KEGE
- Hamilton City, California; United States;
- Broadcast area: Chico, California
- Frequency: 101.7 MHz
- Branding: X Radio Mexico La Gran 101.7

Programming
- Format: Regional Mexican

Ownership
- Owner: Independence Rock Media Group; (Independence Rock Media, LLC);
- Sister stations: KAJK, KBLF, KGXX, KHEX, KIQS, KLZN, KRAC, KTOR

History
- First air date: 2005
- Former call signs: KRER (2005–2011); KCKS (2011–2013); KVXX (2013–2017); KSOJ (2017);
- Call sign meaning: "The Edge" (previous format)

Technical information
- Licensing authority: FCC
- Facility ID: 164155
- Class: A
- ERP: 530 watts
- HAAT: 335 meters (1,099 ft)
- Transmitter coordinates: 39°56′46″N 121°43′17″W﻿ / ﻿39.94611°N 121.72139°W

Links
- Public license information: Public file; LMS;
- Webcast: Listen live

= KEGE (FM) =

Radio station in Hamilton City, California

KEGE (101.7 FM) is a radio station broadcasting a regional Mexican format. Licensed to Hamilton City, California, United States, the station serves the Chico area.

==History==
The station began on KEWE, which had previously played jazz and blues music before switching its format to sports talk. The branding would become known as the SportsFan 1340. However, the signal was extremely weak, so management switched formats and bands in 2006. The FM station remained as KRER while KEWE returned to the ESPN Radio format at 1340.

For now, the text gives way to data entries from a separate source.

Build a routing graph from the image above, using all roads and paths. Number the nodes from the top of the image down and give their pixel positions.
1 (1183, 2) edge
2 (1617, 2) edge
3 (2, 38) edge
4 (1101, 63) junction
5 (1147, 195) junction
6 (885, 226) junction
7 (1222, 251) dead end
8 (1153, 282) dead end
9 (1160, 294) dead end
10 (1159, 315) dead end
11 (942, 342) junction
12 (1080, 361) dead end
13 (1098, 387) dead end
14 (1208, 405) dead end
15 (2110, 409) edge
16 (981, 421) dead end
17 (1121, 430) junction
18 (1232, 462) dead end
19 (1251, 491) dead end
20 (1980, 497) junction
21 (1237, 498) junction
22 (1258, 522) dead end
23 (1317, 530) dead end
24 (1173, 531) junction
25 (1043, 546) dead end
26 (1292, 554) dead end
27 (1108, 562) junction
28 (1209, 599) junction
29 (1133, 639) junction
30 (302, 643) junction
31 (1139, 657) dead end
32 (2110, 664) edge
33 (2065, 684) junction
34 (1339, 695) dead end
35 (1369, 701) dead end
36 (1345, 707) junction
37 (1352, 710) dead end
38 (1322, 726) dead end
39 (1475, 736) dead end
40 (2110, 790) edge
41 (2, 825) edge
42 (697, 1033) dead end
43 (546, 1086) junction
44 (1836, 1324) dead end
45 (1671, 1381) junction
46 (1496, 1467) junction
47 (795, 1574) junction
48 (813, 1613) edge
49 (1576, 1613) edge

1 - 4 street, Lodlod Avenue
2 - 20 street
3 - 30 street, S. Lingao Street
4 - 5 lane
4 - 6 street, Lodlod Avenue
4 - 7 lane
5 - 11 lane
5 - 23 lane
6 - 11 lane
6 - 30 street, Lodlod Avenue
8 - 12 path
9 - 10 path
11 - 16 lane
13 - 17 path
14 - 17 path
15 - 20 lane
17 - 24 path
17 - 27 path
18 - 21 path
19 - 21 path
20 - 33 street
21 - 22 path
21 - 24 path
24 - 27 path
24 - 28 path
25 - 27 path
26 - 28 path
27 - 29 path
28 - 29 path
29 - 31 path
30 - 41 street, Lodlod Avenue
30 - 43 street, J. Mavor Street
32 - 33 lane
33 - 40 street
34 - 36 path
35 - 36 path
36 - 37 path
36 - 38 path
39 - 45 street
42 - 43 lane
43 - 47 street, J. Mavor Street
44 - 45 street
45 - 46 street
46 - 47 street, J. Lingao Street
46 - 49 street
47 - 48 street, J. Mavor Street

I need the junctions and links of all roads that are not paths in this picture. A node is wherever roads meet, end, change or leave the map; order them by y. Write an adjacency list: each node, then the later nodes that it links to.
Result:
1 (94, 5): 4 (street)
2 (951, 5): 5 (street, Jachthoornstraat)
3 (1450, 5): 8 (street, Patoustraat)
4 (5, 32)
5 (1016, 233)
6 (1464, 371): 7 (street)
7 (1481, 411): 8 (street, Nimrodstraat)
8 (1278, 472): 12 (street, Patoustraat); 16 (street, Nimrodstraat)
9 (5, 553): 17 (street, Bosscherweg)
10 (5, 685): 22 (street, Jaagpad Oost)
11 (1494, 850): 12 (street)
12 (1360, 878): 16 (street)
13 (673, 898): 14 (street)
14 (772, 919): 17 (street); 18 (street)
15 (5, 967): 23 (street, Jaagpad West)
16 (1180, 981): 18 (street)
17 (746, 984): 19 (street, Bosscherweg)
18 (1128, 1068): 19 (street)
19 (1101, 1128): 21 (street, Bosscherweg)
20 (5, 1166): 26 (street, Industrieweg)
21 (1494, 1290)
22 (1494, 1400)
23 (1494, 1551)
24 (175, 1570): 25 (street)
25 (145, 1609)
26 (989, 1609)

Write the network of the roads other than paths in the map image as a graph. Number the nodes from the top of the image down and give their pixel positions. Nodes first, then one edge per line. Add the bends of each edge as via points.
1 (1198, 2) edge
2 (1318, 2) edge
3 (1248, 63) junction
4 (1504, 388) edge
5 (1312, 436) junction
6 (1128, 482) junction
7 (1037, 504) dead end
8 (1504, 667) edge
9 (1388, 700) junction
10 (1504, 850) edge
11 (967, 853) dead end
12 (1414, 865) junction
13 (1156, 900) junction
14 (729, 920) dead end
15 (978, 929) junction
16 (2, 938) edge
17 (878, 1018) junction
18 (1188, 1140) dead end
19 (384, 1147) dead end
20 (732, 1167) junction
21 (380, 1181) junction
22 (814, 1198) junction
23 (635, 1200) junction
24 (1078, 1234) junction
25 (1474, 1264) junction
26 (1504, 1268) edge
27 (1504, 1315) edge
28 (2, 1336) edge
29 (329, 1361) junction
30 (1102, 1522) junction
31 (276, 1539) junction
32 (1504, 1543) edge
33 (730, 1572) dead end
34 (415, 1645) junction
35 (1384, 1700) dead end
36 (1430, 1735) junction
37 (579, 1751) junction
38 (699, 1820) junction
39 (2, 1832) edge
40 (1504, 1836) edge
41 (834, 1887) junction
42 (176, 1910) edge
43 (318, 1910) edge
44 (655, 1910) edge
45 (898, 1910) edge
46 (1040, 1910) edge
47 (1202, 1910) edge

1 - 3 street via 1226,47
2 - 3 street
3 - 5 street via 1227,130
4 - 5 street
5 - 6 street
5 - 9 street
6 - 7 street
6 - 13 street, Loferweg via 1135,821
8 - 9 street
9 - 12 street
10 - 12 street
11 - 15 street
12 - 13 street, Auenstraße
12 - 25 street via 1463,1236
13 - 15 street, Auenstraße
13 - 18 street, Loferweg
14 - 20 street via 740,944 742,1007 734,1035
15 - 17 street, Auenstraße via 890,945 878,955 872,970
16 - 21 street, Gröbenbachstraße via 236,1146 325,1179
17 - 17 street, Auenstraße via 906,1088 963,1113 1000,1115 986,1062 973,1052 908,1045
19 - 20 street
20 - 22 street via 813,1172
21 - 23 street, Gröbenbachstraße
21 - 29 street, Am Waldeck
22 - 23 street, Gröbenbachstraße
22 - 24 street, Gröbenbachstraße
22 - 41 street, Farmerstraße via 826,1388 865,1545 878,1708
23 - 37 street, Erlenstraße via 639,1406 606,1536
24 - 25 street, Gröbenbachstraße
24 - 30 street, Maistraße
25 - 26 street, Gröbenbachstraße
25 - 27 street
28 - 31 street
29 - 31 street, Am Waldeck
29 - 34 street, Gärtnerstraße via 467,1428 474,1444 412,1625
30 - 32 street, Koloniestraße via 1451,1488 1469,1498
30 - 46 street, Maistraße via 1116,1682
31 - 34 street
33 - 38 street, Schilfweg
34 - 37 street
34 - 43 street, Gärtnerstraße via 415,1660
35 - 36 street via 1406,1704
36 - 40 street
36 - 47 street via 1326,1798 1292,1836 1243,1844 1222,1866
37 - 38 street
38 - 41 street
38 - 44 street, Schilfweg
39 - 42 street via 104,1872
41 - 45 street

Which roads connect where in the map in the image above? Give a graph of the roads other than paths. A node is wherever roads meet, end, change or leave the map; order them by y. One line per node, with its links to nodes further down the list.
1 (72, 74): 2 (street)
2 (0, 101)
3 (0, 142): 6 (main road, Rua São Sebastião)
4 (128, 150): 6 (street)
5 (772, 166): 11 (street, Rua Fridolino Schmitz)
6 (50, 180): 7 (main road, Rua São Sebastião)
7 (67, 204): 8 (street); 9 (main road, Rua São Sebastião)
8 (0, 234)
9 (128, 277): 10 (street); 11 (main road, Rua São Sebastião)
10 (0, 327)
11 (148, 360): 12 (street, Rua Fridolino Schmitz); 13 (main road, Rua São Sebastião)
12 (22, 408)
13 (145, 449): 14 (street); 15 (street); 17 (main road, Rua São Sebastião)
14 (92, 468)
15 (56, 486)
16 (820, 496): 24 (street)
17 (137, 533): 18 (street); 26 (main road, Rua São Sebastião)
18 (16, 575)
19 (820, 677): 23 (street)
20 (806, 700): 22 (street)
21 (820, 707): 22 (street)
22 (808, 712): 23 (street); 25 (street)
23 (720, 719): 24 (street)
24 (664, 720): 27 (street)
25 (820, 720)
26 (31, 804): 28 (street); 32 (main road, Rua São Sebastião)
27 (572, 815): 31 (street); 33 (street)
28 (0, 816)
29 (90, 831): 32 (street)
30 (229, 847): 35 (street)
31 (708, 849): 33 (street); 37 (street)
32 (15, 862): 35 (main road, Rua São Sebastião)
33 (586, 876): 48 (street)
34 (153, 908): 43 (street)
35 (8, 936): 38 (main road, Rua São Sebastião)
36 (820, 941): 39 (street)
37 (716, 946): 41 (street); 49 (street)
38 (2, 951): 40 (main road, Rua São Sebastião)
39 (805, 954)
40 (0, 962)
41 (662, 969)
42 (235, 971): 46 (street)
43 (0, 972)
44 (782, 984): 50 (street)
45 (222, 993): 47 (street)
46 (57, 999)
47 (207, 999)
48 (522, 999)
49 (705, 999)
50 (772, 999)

The station was the flagship station for Butte College Roadrunner football (with Mike Wessels) and covers local high school sports (with Mike Baca) alongside its sister station KPAY. They also began coverage of the annual Lions Club All-Star Football Game in Redding in 2006 representing the South All-Stars. (The North All-Stars radio representation is KNTK of Mt. Shasta). They are also the local affiliate of the NBA's Sacramento Kings Radio Network. During the 2007 and 2008 seasons, the station became the flagship station for local Golden Baseball League baseball team, the Chico Outlaws with Rory Miller on the call. Currently, the station is a radio affiliate of the San Francisco Giants.

On February 24, 2011, the then-KCKS changed their format to top 40, branded as "Kiss FM". They were the second station in the Chico market to flip to Top 40, joining KCEZ, which flipped on February 22, 2011.

On February 4, 2012, KCKS switched back to a sports format.

On September 24, 2013, KCKS switched to an adult alternative music format, branded as "Radio 101.7".

On December 10, 2013, KCKS changed their call letters to KVXX, and the station was branded as X 101.7. The station aired an adult alternative music format and was the flagship over-the-air station for Chico Heat baseball. The station changed its call sign to KSOJ on February 21, 2017. On February 28, 2017, KSOJ changed their format to talk, branded as "Super Talk 101.7".

On May 25, 2017, KSOJ changed their format from talk to alternative rock, branded as "101.7 The Edge". The station changed to the KEGE call sign on May 29, 2017.

On August 1, 2019, KEGE changed their format from alternative rock to hot adult contemporary, branded as "Hot Hits 101.7".

In 2020, KEGE change their format from hot adult contemporary to regional mexican format, and rebranded to X Radio Mexico La Gran 101.7.